━━ Input for this task

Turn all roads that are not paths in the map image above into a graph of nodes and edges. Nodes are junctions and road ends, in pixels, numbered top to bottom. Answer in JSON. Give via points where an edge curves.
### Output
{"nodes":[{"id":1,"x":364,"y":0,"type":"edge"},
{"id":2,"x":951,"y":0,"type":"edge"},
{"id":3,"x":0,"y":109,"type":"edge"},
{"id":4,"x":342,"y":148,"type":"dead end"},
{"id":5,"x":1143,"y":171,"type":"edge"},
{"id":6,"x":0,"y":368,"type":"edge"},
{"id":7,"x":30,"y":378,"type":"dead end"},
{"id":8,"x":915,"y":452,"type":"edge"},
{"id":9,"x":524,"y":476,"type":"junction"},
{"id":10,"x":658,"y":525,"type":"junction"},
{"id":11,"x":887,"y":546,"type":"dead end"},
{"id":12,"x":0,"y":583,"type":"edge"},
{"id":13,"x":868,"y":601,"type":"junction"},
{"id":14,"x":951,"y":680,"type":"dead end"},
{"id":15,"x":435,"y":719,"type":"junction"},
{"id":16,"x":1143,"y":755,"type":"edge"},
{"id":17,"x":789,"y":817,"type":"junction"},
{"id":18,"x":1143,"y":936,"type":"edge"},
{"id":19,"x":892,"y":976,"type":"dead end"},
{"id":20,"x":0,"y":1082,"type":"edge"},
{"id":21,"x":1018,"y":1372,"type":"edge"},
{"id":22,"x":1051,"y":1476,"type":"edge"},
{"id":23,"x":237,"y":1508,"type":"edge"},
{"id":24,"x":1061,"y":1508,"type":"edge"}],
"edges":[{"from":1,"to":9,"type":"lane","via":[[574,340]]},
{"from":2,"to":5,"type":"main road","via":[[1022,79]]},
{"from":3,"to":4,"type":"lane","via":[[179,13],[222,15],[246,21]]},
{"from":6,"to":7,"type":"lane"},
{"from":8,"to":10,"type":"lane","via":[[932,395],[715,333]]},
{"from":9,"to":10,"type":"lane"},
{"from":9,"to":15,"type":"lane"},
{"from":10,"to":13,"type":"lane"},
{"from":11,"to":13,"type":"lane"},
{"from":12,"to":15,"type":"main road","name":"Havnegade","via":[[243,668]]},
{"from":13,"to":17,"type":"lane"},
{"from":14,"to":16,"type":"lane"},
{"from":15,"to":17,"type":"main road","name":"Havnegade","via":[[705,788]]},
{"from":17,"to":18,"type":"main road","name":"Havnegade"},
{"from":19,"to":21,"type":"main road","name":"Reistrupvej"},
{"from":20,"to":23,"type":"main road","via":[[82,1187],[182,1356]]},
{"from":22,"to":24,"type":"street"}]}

━━━━

Problem to work on: When you respond, give the whole listing again exactly as written.

Answer to the exercise:
Turn all roads that are not paths in the map image above into a graph of nodes and edges. Nodes are junctions and road ends, in pixels, numbered top to bottom. Answer in JSON. Give via points where an edge curves.
### Output
{"nodes":[{"id":1,"x":364,"y":0,"type":"edge"},
{"id":2,"x":951,"y":0,"type":"edge"},
{"id":3,"x":0,"y":109,"type":"edge"},
{"id":4,"x":342,"y":148,"type":"dead end"},
{"id":5,"x":1143,"y":171,"type":"edge"},
{"id":6,"x":0,"y":368,"type":"edge"},
{"id":7,"x":30,"y":378,"type":"dead end"},
{"id":8,"x":915,"y":452,"type":"edge"},
{"id":9,"x":524,"y":476,"type":"junction"},
{"id":10,"x":658,"y":525,"type":"junction"},
{"id":11,"x":887,"y":546,"type":"dead end"},
{"id":12,"x":0,"y":583,"type":"edge"},
{"id":13,"x":868,"y":601,"type":"junction"},
{"id":14,"x":951,"y":680,"type":"dead end"},
{"id":15,"x":435,"y":719,"type":"junction"},
{"id":16,"x":1143,"y":755,"type":"edge"},
{"id":17,"x":789,"y":817,"type":"junction"},
{"id":18,"x":1143,"y":936,"type":"edge"},
{"id":19,"x":892,"y":976,"type":"dead end"},
{"id":20,"x":0,"y":1082,"type":"edge"},
{"id":21,"x":1018,"y":1372,"type":"edge"},
{"id":22,"x":1051,"y":1476,"type":"edge"},
{"id":23,"x":237,"y":1508,"type":"edge"},
{"id":24,"x":1061,"y":1508,"type":"edge"}],
"edges":[{"from":1,"to":9,"type":"lane","via":[[574,340]]},
{"from":2,"to":5,"type":"main road","via":[[1022,79]]},
{"from":3,"to":4,"type":"lane","via":[[179,13],[222,15],[246,21]]},
{"from":6,"to":7,"type":"lane"},
{"from":8,"to":10,"type":"lane","via":[[932,395],[715,333]]},
{"from":9,"to":10,"type":"lane"},
{"from":9,"to":15,"type":"lane"},
{"from":10,"to":13,"type":"lane"},
{"from":11,"to":13,"type":"lane"},
{"from":12,"to":15,"type":"main road","name":"Havnegade","via":[[243,668]]},
{"from":13,"to":17,"type":"lane"},
{"from":14,"to":16,"type":"lane"},
{"from":15,"to":17,"type":"main road","name":"Havnegade","via":[[705,788]]},
{"from":17,"to":18,"type":"main road","name":"Havnegade"},
{"from":19,"to":21,"type":"main road","name":"Reistrupvej"},
{"from":20,"to":23,"type":"main road","via":[[82,1187],[182,1356]]},
{"from":22,"to":24,"type":"street"}]}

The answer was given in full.